PROBLEM TO SOLVE: Select from the records below every line that has the word "Ring" in it.

SUPPLIED DATA:
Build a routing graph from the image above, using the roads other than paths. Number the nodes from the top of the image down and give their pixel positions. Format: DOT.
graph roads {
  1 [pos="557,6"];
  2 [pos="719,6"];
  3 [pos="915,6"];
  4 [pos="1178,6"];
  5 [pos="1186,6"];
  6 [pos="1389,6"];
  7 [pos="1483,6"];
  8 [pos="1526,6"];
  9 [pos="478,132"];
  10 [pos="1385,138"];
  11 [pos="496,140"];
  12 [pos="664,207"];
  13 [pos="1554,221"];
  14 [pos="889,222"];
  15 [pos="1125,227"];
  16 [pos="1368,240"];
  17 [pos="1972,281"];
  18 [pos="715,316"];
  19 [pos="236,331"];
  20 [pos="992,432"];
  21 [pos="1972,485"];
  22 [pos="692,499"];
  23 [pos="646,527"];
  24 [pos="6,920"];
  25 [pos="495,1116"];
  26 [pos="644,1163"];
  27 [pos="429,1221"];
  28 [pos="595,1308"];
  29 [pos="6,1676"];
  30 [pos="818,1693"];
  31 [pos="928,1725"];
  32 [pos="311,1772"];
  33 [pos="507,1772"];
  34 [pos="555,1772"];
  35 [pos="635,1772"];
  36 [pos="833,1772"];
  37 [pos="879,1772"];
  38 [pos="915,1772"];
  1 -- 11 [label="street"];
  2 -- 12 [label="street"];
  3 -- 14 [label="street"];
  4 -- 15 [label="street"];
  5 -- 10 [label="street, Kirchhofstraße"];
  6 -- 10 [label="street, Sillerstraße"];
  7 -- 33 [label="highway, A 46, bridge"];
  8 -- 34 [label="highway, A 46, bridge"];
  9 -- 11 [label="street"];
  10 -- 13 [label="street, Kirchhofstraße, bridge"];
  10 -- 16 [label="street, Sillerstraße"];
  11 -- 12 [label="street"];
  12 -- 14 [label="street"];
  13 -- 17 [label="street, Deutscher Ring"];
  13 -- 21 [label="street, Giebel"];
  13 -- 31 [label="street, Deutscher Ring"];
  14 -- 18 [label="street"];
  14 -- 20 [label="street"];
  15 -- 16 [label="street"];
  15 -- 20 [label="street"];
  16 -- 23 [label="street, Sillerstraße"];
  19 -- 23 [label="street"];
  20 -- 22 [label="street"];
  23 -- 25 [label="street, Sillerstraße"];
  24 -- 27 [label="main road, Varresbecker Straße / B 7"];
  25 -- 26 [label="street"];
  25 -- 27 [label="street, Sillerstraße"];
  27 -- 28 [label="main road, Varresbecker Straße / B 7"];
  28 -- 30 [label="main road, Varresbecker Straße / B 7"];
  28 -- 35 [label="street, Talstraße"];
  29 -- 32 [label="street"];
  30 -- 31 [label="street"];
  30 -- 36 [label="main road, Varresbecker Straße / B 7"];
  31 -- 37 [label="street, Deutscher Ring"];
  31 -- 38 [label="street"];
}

ANSWER TO THE EXERCISE:
  13 -- 17 [label="street, Deutscher Ring"];
  13 -- 31 [label="street, Deutscher Ring"];
  31 -- 37 [label="street, Deutscher Ring"];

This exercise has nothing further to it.